Literature’s Lessons: Advice from a locked down reader

Samuel King shares some wisdom on revisiting literary classics

At the beginning of the UK’s first national lockdown our news outlets gleefully reported a surge in book sales with classics with War and Peace, Don Quixote and Middlemarch cited as particular favourites amongst consumers. I must confess, I attempted none of these texts. Eliot’s legendary 880-page novel has rested on a bookcase opposite my bed for a long time, merely gathering dust. I don’t think I ever even dared purchase a copy of Tolstoy’s equally imposing work. As I believe many quickly discovered in lockdown, being stuck inside all the time does nothing for my ability to focus and with a text like Middlemarch or War and Peace that is precisely what one requires: focus. 

Rather than the opportunity to wade through massive novels, what my lockdown me desperately yearned for was a sense of achievement, of making progress on something. With that in mind, I collected a pile of strictly medium-sized paperbacks and set myself the challenge of getting through as many as possible. So, no. I did not read Middlemarch – voted the greatest British novel in a 2015 BBC survey. I instead went for Eliot’s far shorter but just as noteworthy Silas Marner and sampled the brilliant prose of a writer I had long neglected but without feeling as though I was in a never-ending nightmare of inactivity (my mother abandoned her re-read of Middlemarch after page 370, not even half-way).  

After solving the problem of length, I came across the next conundrum: content. What do people want in lockdown? The harrowing tragedy of Hardy’s Jude the Obscure where life is painted in the bleakest shades possible or the charming and witty love stories of Jane Austen? I can confirm that after a period of deliberation, I went for the latter and never looked back. The sharp humour with which Austen describes Miss Bates and Mrs Elton in what is often described as her greatest novel, Emma, was the perfect cure for lockdown stagnation. With that, I had a proven formula: canonical author, nothing over medium length and preferably funny. 

After finishing Austen’s classic, I reapplied the formula and explored the genius of Evelyn Waugh’s Fleet-street satire Scoop – one of my favourite excerpts being: 

‘When he turns up in a place you can bet your life that as long as he’s there it’ll be the news centre of the world.

‘Why, once Jakes went out to cover a revolution in one of the Balkan capitals. He overslept in his carriage, woke up at the wrong station, didn’t know any different, got out, went straight to a hotel, and cabled off a thousand word story about barricades in the streets, flaming churches, machine guns answering the rattle of his typewriter as he wrote, a dead child, like a broken doll, spreadeagled in the deserted roadway below his window–you know.

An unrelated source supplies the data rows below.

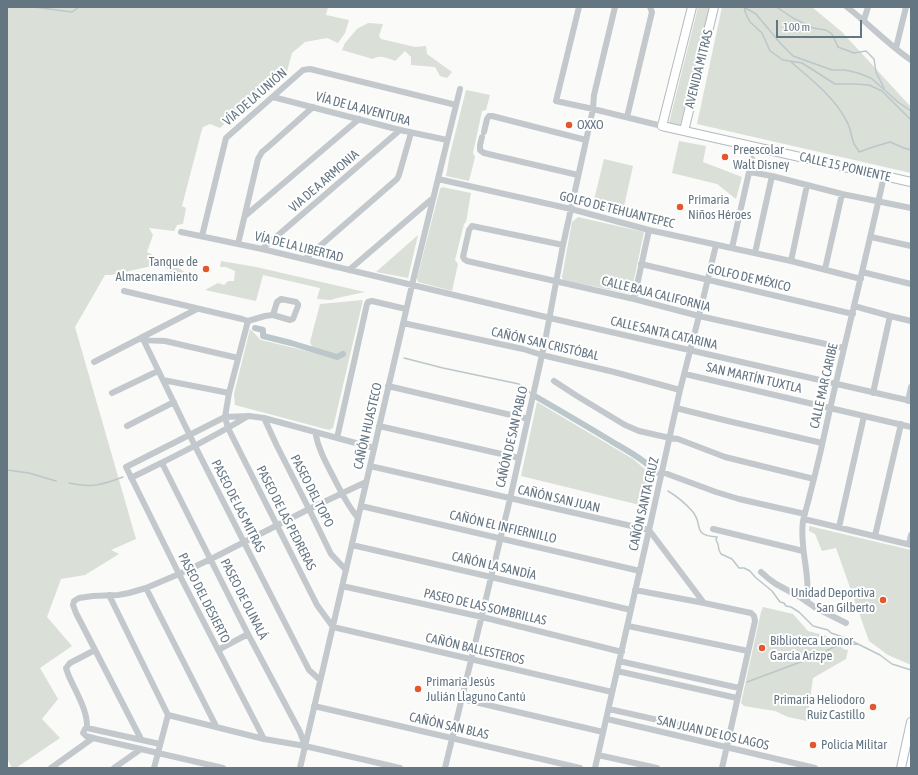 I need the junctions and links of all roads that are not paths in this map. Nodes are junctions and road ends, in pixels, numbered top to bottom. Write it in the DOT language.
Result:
graph roads {
  1 [pos="579,7"];
  2 [pos="615,7"];
  3 [pos="692,7"];
  4 [pos="714,7"];
  5 [pos="847,7"];
  6 [pos="868,7"];
  7 [pos="906,7"];
  8 [pos="651,8"];
  9 [pos="864,20"];
  10 [pos="896,48"];
  11 [pos="911,60"];
  12 [pos="460,89"];
  13 [pos="273,97"];
  14 [pos="456,105"];
  15 [pos="313,107"];
  16 [pos="593,109"];
  17 [pos="627,117"];
  18 [pos="359,119"];
  19 [pos="662,126"];
  20 [pos="400,130"];
  21 [pos="684,131"];
  22 [pos="411,133"];
  23 [pos="447,140"];
  24 [pos="586,140"];
  25 [pos="752,159"];
  26 [pos="750,172"];
  27 [pos="578,175"];
  28 [pos="772,176"];
  29 [pos="884,176"];
  30 [pos="438,179"];
  31 [pos="911,182"];
  32 [pos="807,185"];
  33 [pos="842,194"];
  34 [pos="433,198"];
  35 [pos="879,201"];
  36 [pos="911,208"];
  37 [pos="571,209"];
  38 [pos="244,216"];
  39 [pos="649,230"];
  40 [pos="182,232"];
  41 [pos="202,236"];
  42 [pos="871,237"];
  43 [pos="238,244"];
  44 [pos="563,245"];
  45 [pos="716,245"];
  46 [pos="911,246"];
  47 [pos="732,248"];
  48 [pos="262,249"];
  49 [pos="755,253"];
  50 [pos="305,259"];
  51 [pos="791,261"];
  52 [pos="641,264"];
  53 [pos="825,269"];
  54 [pos="349,270"];
  55 [pos="862,275"];
  56 [pos="708,279"];
  57 [pos="556,282"];
  58 [pos="911,284"];
  59 [pos="412,285"];
  60 [pos="124,291"];
  61 [pos="634,299"];
  62 [pos="854,306"];
  63 [pos="406,308"];
  64 [pos="197,309"];
  65 [pos="852,314"];
  66 [pos="272,316"];
  67 [pos="699,316"];
  68 [pos="890,316"];
  69 [pos="550,318"];
  70 [pos="248,321"];
  71 [pos="911,321"];
  72 [pos="403,323"];
  73 [pos="143,338"];
  74 [pos="844,348"];
  75 [pos="690,351"];
  76 [pos="542,355"];
  77 [pos="238,358"];
  78 [pos="94,362"];
  79 [pos="158,371"];
  80 [pos="685,374"];
  81 [pos="163,380"];
  82 [pos="554,381"];
  83 [pos="836,384"];
  84 [pos="388,386"];
  85 [pos="911,387"];
  86 [pos="680,390"];
  87 [pos="873,392"];
  88 [pos="112,393"];
  89 [pos="229,393"];
  90 [pos="910,401"];
  91 [pos="174,402"];
  92 [pos="676,408"];
  93 [pos="830,408"];
  94 [pos="249,416"];
  95 [pos="864,416"];
  96 [pos="225,417"];
  97 [pos="264,418"];
  98 [pos="528,419"];
  99 [pos="901,424"];
  100 [pos="127,426"];
  101 [pos="379,426"];
  102 [pos="911,427"];
  103 [pos="228,428"];
  104 [pos="315,432"];
  105 [pos="189,435"];
  106 [pos="337,438"];
  107 [pos="670,438"];
  108 [pos="822,442"];
  109 [pos="195,446"];
  110 [pos="374,448"];
  111 [pos="518,458"];
  112 [pos="162,462"];
  113 [pos="370,466"];
  114 [pos="662,472"];
  115 [pos="131,478"];
  116 [pos="814,478"];
  117 [pos="366,482"];
  118 [pos="342,493"];
  119 [pos="510,499"];
  120 [pos="361,506"];
  121 [pos="309,509"];
  122 [pos="804,517"];
  123 [pos="358,518"];
  124 [pos="277,525"];
  125 [pos="839,527"];
  126 [pos="713,529"];
  127 [pos="649,530"];
  128 [pos="911,535"];
  129 [pos="875,536"];
  130 [pos="500,538"];
  131 [pos="244,543"];
  132 [pos="910,544"];
  133 [pos="352,545"];
  134 [pos="803,551"];
  135 [pos="211,559"];
  136 [pos="346,570"];
  137 [pos="640,570"];
  138 [pos="761,572"];
  139 [pos="179,574"];
  140 [pos="491,577"];
  141 [pos="342,586"];
  142 [pos="146,588"];
  143 [pos="635,590"];
  144 [pos="109,595"];
  145 [pos="807,602"];
  146 [pos="704,603"];
  147 [pos="631,610"];
  148 [pos="482,617"];
  149 [pos="846,623"];
  150 [pos="628,626"];
  151 [pos="333,627"];
  152 [pos="248,634"];
  153 [pos="95,650"];
  154 [pos="218,650"];
  155 [pos="748,651"];
  156 [pos="622,652"];
  157 [pos="471,660"];
  158 [pos="620,661"];
  159 [pos="617,672"];
  160 [pos="320,680"];
  161 [pos="739,688"];
  162 [pos="612,692"];
  163 [pos="462,698"];
  164 [pos="737,698"];
  165 [pos="314,706"];
  166 [pos="609,709"];
  167 [pos="168,715"];
  168 [pos="606,719"];
  169 [pos="911,722"];
  170 [pos="216,726"];
  171 [pos="87,728"];
  172 [pos="603,732"];
  173 [pos="729,736"];
  174 [pos="93,738"];
  175 [pos="452,738"];
  176 [pos="141,739"];
  177 [pos="264,739"];
  178 [pos="160,744"];
  179 [pos="305,746"];
  180 [pos="726,748"];
  181 [pos="908,748"];
  182 [pos="141,749"];
  183 [pos="157,753"];
  184 [pos="598,755"];
  185 [pos="51,768"];
  186 [pos="114,768"];
  187 [pos="154,768"];
  188 [pos="223,768"];
  189 [pos="300,768"];
  190 [pos="400,768"];
  191 [pos="446,768"];
  192 [pos="580,768"];
  193 [pos="595,768"];
  194 [pos="657,768"];
  195 [pos="722,768"];
  196 [pos="815,768"];
  197 [pos="901,768"];
  1 -- 16 [label="street"];
  2 -- 16 [label="street, CAÑÓN DE SAN PABLO"];
  3 -- 19 [label="street, AVENIDA MITRAS"];
  4 -- 21 [label="street, AVENIDA MITRAS"];
  5 -- 9 [label="street"];
  6 -- 9 [label="street"];
  7 -- 10 [label="street"];
  8 -- 17 [label="street"];
  9 -- 10 [label="street"];
  10 -- 11 [label="street"];
  12 -- 14 [label="street, CAÑÓN HUASTECO"];
  13 -- 14 [label="street, VÍA DE LA UNIÓN"];
  13 -- 15 [label="street, VÍA DE LA AVENTURA"];
  13 -- 41 [label="street, VÍA DE LA UNIÓN"];
  14 -- 23 [label="street, CAÑÓN HUASTECO"];
  15 -- 18 [label="street, VÍA DE LA AVENTURA"];
  15 -- 38 [label="street"];
  16 -- 17 [label="street"];
  16 -- 24 [label="street, CAÑÓN DE SAN PABLO"];
  17 -- 19 [label="street"];
  18 -- 20 [label="street, VÍA DE LA AVENTURA"];
  18 -- 38 [label="street"];
  19 -- 21 [label="street, CALLE 15 PONIENTE"];
  20 -- 22 [label="street, VÍA DE LA AVENTURA"];
  20 -- 48 [label="street, VIA DE A ARMONIA"];
  21 -- 29 [label="street, CALLE 15 PONIENTE"];
  22 -- 23 [label="street, VÍA DE LA AVENTURA"];
  22 -- 50 [label="street"];
  23 -- 30 [label="street, CAÑÓN HUASTECO"];
  24 -- 27 [label="street, CAÑÓN DE SAN PABLO"];
  24 -- 27 [label="street"];
  25 -- 26 [label="street"];
  26 -- 28 [label="street"];
  26 -- 47 [label="street"];
  27 -- 37 [label="street, CAÑÓN DE SAN PABLO"];
  28 -- 32 [label="street"];
  28 -- 49 [label="street"];
  29 -- 31 [label="street, CALLE 15 PONIENTE"];
  29 -- 35 [label="street, CALLE MAR CARIBE"];
  30 -- 34 [label="street, CAÑÓN HUASTECO"];
  30 -- 37 [label="street, GOLFO DE TEHUANTEPEC"];
  32 -- 33 [label="street"];
  32 -- 51 [label="street"];
  33 -- 35 [label="street"];
  33 -- 53 [label="street"];
  34 -- 54 [label="street"];
  34 -- 59 [label="street, CAÑÓN HUASTECO"];
  35 -- 36 [label="street"];
  35 -- 42 [label="street, CALLE MAR CARIBE"];
  37 -- 39 [label="street, GOLFO DE TEHUANTEPEC"];
  37 -- 44 [label="street, CAÑÓN DE SAN PABLO"];
  38 -- 43 [label="street"];
  39 -- 45 [label="street, GOLFO DE TEHUANTEPEC"];
  39 -- 52 [label="street"];
  40 -- 41 [label="street, VÍA DE LA LIBERTAD"];
  41 -- 43 [label="street, VÍA DE LA LIBERTAD"];
  42 -- 46 [label="street"];
  42 -- 55 [label="street, CALLE MAR CARIBE"];
  43 -- 48 [label="street, VÍA DE LA LIBERTAD"];
  44 -- 57 [label="street, CAÑÓN DE SAN PABLO"];
  44 -- 57 [label="street, CALLE BAJA CALIFORNIA"];
  45 -- 47 [label="street, GOLFO DE TEHUANTEPEC"];
  45 -- 56 [label="street, CAÑÓN SANTA CRUZ"];
  47 -- 49 [label="street, GOLFO DE TEHUANTEPEC"];
  48 -- 50 [label="street, VÍA DE LA LIBERTAD"];
  49 -- 51 [label="street, GOLFO DE TEHUANTEPEC"];
  50 -- 54 [label="street, VÍA DE LA LIBERTAD"];
  51 -- 53 [label="street, GOLFO DE TEHUANTEPEC"];
  52 -- 56 [label="street, GOLFO DE MÉXICO"];
  52 -- 61 [label="street"];
  53 -- 55 [label="street, GOLFO DE TEHUANTEPEC"];
  54 -- 59 [label="street, VÍA DE LA LIBERTAD"];
  55 -- 58 [label="street, GOLFO DE TEHUANTEPEC"];
  55 -- 62 [label="street, CALLE MAR CARIBE"];
  56 -- 65 [label="street, GOLFO DE MÉXICO"];
  56 -- 67 [label="street, CAÑÓN SANTA CRUZ"];
  57 -- 61 [label="street, CALLE BAJA CALIFORNIA"];
  57 -- 69 [label="street, CAÑÓN DE SAN PABLO"];
  59 -- 63 [label="street, CAÑÓN HUASTECO"];
  59 -- 69 [label="street, CALLE SANTA CATARINA"];
  60 -- 64 [label="street"];
  61 -- 67 [label="street, CALLE BAJA CALIFORNIA"];
  62 -- 65 [label="street, CALLE MAR CARIBE"];
  62 -- 68 [label="street"];
  63 -- 72 [label="street, CAÑÓN HUASTECO"];
  63 -- 106 [label="street"];
  64 -- 70 [label="street"];
  64 -- 73 [label="street"];
  65 -- 74 [label="street, CALLE MAR CARIBE"];
  66 -- 70 [label="street"];
  67 -- 74 [label="street, CALLE BAJA CALIFORNIA"];
  67 -- 75 [label="street, CAÑÓN SANTA CRUZ"];
  68 -- 71 [label="street"];
  68 -- 87 [label="street"];
  69 -- 75 [label="street, CALLE SANTA CATARINA"];
  69 -- 76 [label="street, CAÑÓN DE SAN PABLO"];
  70 -- 77 [label="street"];
  72 -- 76 [label="street, CAÑÓN SAN CRISTÓBAL"];
  72 -- 84 [label="street, CAÑÓN HUASTECO"];
  73 -- 77 [label="street"];
  73 -- 78 [label="street"];
  73 -- 79 [label="street, PASEO DE LAS MITRAS"];
  74 -- 83 [label="street, CALLE MAR CARIBE"];
  75 -- 80 [label="street, CAÑÓN SANTA CRUZ"];
  75 -- 83 [label="street, CALLE SANTA CATARINA"];
  76 -- 86 [label="street, CAÑÓN SAN CRISTÓBAL"];
  76 -- 98 [label="street, CAÑÓN DE SAN PABLO"];
  77 -- 89 [label="street"];
  79 -- 81 [label="street, PASEO DE LAS MITRAS"];
  79 -- 88 [label="street"];
  80 -- 86 [label="street, CAÑÓN SANTA CRUZ"];
  80 -- 93 [label="street, SAN MARTÍN TUXTLA"];
  81 -- 89 [label="street"];
  81 -- 91 [label="street, PASEO DE LAS MITRAS"];
  82 -- 107 [label="street"];
  83 -- 87 [label="street, CALLE SANTA CATARINA"];
  83 -- 93 [label="street, CALLE MAR CARIBE"];
  84 -- 98 [label="street"];
  84 -- 101 [label="street, CAÑÓN HUASTECO"];
  85 -- 90 [label="street"];
  86 -- 92 [label="street, CAÑÓN SANTA CRUZ"];
  87 -- 90 [label="street, CALLE SANTA CATARINA"];
  89 -- 96 [label="street"];
  91 -- 100 [label="street"];
  91 -- 105 [label="street, PASEO DE LAS MITRAS"];
  92 -- 107 [label="street, CAÑÓN SANTA CRUZ"];
  92 -- 108 [label="street"];
  93 -- 95 [label="street, SAN MARTÍN TUXTLA"];
  93 -- 108 [label="street, CALLE MAR CARIBE"];
  94 -- 96 [label="street"];
  94 -- 97 [label="street"];
  94 -- 103 [label="street"];
  95 -- 99 [label="street, SAN MARTÍN TUXTLA"];
  95 -- 125 [label="street"];
  96 -- 103 [label="street, PASEO DE LAS PEDRERAS"];
  96 -- 105 [label="street"];
  97 -- 104 [label="street"];
  97 -- 121 [label="street, PASEO DEL TOPO"];
  98 -- 111 [label="street, CAÑÓN DE SAN PABLO"];
  99 -- 102 [label="street, SAN MARTÍN TUXTLA"];
  99 -- 129 [label="street"];
  101 -- 110 [label="street, CAÑÓN HUASTECO"];
  101 -- 111 [label="street"];
  103 -- 109 [label="street"];
  103 -- 124 [label="street, PASEO DE LAS PEDRERAS"];
  104 -- 106 [label="street"];
  104 -- 118 [label="street"];
  105 -- 109 [label="street, PASEO DE LAS MITRAS"];
  105 -- 115 [label="street, PASEO DEL DESIERTO"];
  106 -- 110 [label="street"];
  107 -- 114 [label="street, CAÑÓN SANTA CRUZ"];
  107 -- 116 [label="street"];
  108 -- 116 [label="street, CALLE MAR CARIBE"];
  109 -- 112 [label="street"];
  109 -- 131 [label="street, PASEO DE LAS MITRAS"];
  110 -- 113 [label="street, CAÑÓN HUASTECO"];
  111 -- 119 [label="street, CAÑÓN DE SAN PABLO"];
  112 -- 115 [label="street"];
  112 -- 135 [label="street, PASEO DE OLINALÁ"];
  113 -- 117 [label="street, CAÑÓN HUASTECO"];
  113 -- 119 [label="street, CAÑÓN SAN JUAN"];
  114 -- 122 [label="street"];
  114 -- 127 [label="street, CAÑÓN SANTA CRUZ"];
  115 -- 139 [label="street, PASEO DEL DESIERTO"];
  116 -- 122 [label="street, CALLE MAR CARIBE"];
  117 -- 118 [label="street"];
  117 -- 120 [label="street, CAÑÓN HUASTECO"];
  118 -- 121 [label="street"];
  118 -- 123 [label="street"];
  119 -- 127 [label="street, CAÑÓN SAN JUAN"];
  119 -- 130 [label="street, CAÑÓN DE SAN PABLO"];
  120 -- 123 [label="street, CAÑÓN HUASTECO"];
  120 -- 130 [label="street, CAÑÓN EL INFIERNILLO"];
  121 -- 124 [label="street"];
  121 -- 136 [label="street, PASEO DEL TOPO"];
  122 -- 125 [label="street"];
  122 -- 134 [label="street, CALLE MAR CARIBE"];
  123 -- 133 [label="street, CAÑÓN HUASTECO"];
  124 -- 131 [label="street"];
  124 -- 151 [label="street, PASEO DE LAS PEDRERAS"];
  125 -- 129 [label="street"];
  126 -- 134 [label="street"];
  127 -- 137 [label="street, CAÑÓN SANTA CRUZ"];
  127 -- 146 [label="street"];
  128 -- 132 [label="street"];
  129 -- 132 [label="street"];
  130 -- 137 [label="street, CAÑÓN EL INFIERNILLO"];
  130 -- 140 [label="street, CAÑÓN DE SAN PABLO"];
  131 -- 135 [label="street"];
  131 -- 160 [label="street, PASEO DE LAS MITRAS"];
  133 -- 136 [label="street, CAÑÓN HUASTECO"];
  133 -- 140 [label="street, CAÑÓN LA SANDÍA"];
  134 -- 145 [label="street, CALLE MAR CARIBE"];
  135 -- 139 [label="street"];
  135 -- 152 [label="street, PASEO DE OLINALÁ"];
  136 -- 141 [label="street, CAÑÓN HUASTECO"];
  137 -- 143 [label="street, CAÑÓN SANTA CRUZ"];
  138 -- 145 [label="street"];
  139 -- 142 [label="street"];
  139 -- 154 [label="street, PASEO DEL DESIERTO"];
  140 -- 147 [label="street, CAÑÓN LA SANDÍA"];
  140 -- 148 [label="street, CAÑÓN DE SAN PABLO"];
  141 -- 148 [label="street, PASEO DE LAS SOMBRILLAS"];
  141 -- 151 [label="street, CAÑÓN HUASTECO"];
  142 -- 144 [label="street"];
  142 -- 170 [label="street"];
  143 -- 146 [label="street"];
  143 -- 147 [label="street, CAÑÓN SANTA CRUZ"];
  144 -- 153 [label="street"];
  144 -- 167 [label="street"];
  145 -- 149 [label="street"];
  146 -- 155 [label="street"];
  147 -- 150 [label="street, CAÑÓN SANTA CRUZ"];
  148 -- 156 [label="street, PASEO DE LAS SOMBRILLAS"];
  148 -- 157 [label="street, CAÑÓN DE SAN PABLO"];
  150 -- 155 [label="street"];
  150 -- 156 [label="street, CAÑÓN SANTA CRUZ"];
  151 -- 157 [label="street, CAÑÓN BALLESTEROS"];
  151 -- 160 [label="street, CAÑÓN HUASTECO"];
  152 -- 154 [label="street"];
  152 -- 179 [label="street, PASEO DE OLINALÁ"];
  153 -- 171 [label="street"];
  153 -- 176 [label="street"];
  154 -- 177 [label="street, PASEO DEL DESIERTO"];
  155 -- 161 [label="street"];
  156 -- 158 [label="street, CAÑÓN SANTA CRUZ"];
  157 -- 162 [label="street, CAÑÓN BALLESTEROS"];
  157 -- 163 [label="street, CAÑÓN DE SAN PABLO"];
  158 -- 159 [label="street, CAÑÓN SANTA CRUZ"];
  158 -- 161 [label="street"];
  159 -- 162 [label="street, CAÑÓN SANTA CRUZ"];
  159 -- 164 [label="street"];
  160 -- 165 [label="street, CAÑÓN HUASTECO"];
  161 -- 164 [label="street"];
  162 -- 166 [label="street, CAÑÓN SANTA CRUZ"];
  163 -- 172 [label="street"];
  163 -- 175 [label="street, CAÑÓN DE SAN PABLO"];
  164 -- 173 [label="street"];
  165 -- 175 [label="street, CAÑÓN SAN BLAS"];
  165 -- 179 [label="street, CAÑÓN HUASTECO"];
  166 -- 168 [label="street, CAÑÓN SANTA CRUZ"];
  166 -- 173 [label="street, SAN JUAN DE LOS LAGOS"];
  167 -- 170 [label="street"];
  167 -- 178 [label="street"];
  168 -- 172 [label="street, CAÑÓN SANTA CRUZ"];
  168 -- 180 [label="street, SAN JUAN DE LOS LAGOS"];
  169 -- 181 [label="street"];
  170 -- 177 [label="street"];
  171 -- 174 [label="street"];
  171 -- 176 [label="street"];
  172 -- 184 [label="street, CAÑÓN SANTA CRUZ"];
  173 -- 180 [label="street"];
  174 -- 182 [label="street"];
  174 -- 185 [label="street"];
  175 -- 191 [label="street, CAÑÓN DE SAN PABLO"];
  175 -- 192 [label="street, CAÑÓN SAN BLAS"];
  176 -- 178 [label="street"];
  177 -- 179 [label="street"];
  178 -- 183 [label="street"];
  179 -- 189 [label="street, CAÑÓN HUASTECO"];
  179 -- 190 [label="street"];
  180 -- 195 [label="street"];
  180 -- 196 [label="street, SAN JUAN DE LOS LAGOS"];
  181 -- 197 [label="street"];
  182 -- 183 [label="street"];
  182 -- 186 [label="street"];
  183 -- 187 [label="street"];
  183 -- 188 [label="street"];
  184 -- 193 [label="street, CAÑÓN SANTA CRUZ"];
  184 -- 194 [label="street"];
}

‘Well they were pretty surprised at his office, getting a story like that from the wrong country, but they trusted Jakes and splashed it in six national newspapers. That day every special in Europe got orders to rush to the new revolution. They arrived in shoals. Everything seemed quiet enough but it was as much as their jobs were worth to say so, with Jakes filing a thousand words of blood and thunder a day. So they chimed in too. Government stocks dropped, financial panic, state of emergency declared, army mobilized, famine, mutiny and in less than a week there was an honest to God revolution under way, just as Jakes had said. There’s the power of the Press for you.

‘They gave Jakes the Nobel Peace Prize for his harrowing descriptions of the carnage–but that was colour stuff.’

Additionally, thanks to my new-found system I savoured the unparalleled wit of Nabokov’s Pnin, which tracks the eponymous character’s academic bumblings as the Russian expatriate attempts to digest America’s jarring culture while Assistant Professor at Wellesley College, and many other restorative reads. Both Forster’s A Room with a View and Greene’s Travels with My Aunt also stood out as particularly appealing mediums of escape from the pandemic with the former outlining a love story in an edenic Florentine setting and the latter following an elderly and unassuming aunt’s daring enterprises. My tested formula for selecting lockdown reading proved successful time and time again with the minutes, hours and days gradually ticking away.